A question arises: Is this the first time Ms. Reynolds has sought a restraining order? The statement of hers quoted in the epigraph would suggest the answer is yes. If a public exchange in a roomful of people is the most fear-inspiring interpersonal experience Ms. Reynolds has ever had, she has led a charmed life indeed. If it isn’t, then what were her motives really? It’s one thing to seek protection after an act of violence has been committed (or at least threatened); it’s another thing to punish someone for an act that only exists in the complainant’s imagination.
In a more detailed account of the incident than that reported by the Fauquier Times, one published on the website FauqueirNow.com, Ms. Reynolds is quoted as testifying: (1) “He just got more and more aggressive. I was afraid he might hit me.” That’s during a dialogue that her witness testified lasted “three or four minutes” with a gap in between. Then Ms. Reynolds is quoted as remarking: “He said, ‘I’m gonna get you. I’m gonna fix you. All it takes is 125 signatures’”—to get on the town council ballot, something Fauquier Now reports Mr. Macdonald has done. If the stated threat was political opposition, why was a physical blow “feared”? The alleged threat by Mr. MacDonald, which was probably emphasized in typical tattletale fashion because it contained the phrase, “I’m gonna get you,” actually exculpates him. It makes his intention clear: to unseat Ms. Reynolds in the May election (an intention that’s conveniently hamstrung by the protective order Ms. Reynolds petitioned).

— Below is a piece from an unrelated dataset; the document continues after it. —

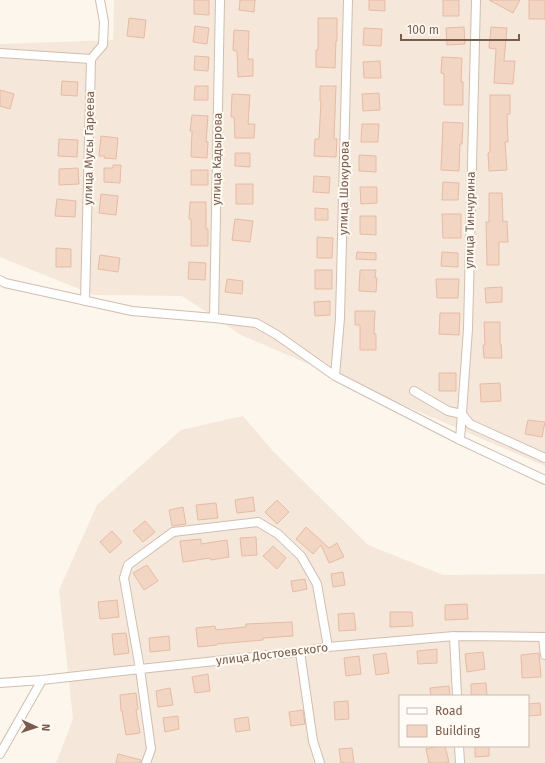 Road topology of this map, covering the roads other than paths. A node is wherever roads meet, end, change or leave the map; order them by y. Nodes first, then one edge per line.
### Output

In her Fauqueir Times interview, Ms. Reynolds described her filing for a restraining order as “very difficult…emotionally.” For her, being challenged, then (and offered a brochure), was very stressful and so was “having to” complain about it.
It’s a telling commentary on the system that it’s there to provide emotional succor to fragile politicians.
Ms. Reynolds also told reporters that she felt singled out because she’s a girl, and maybe she’s right. So?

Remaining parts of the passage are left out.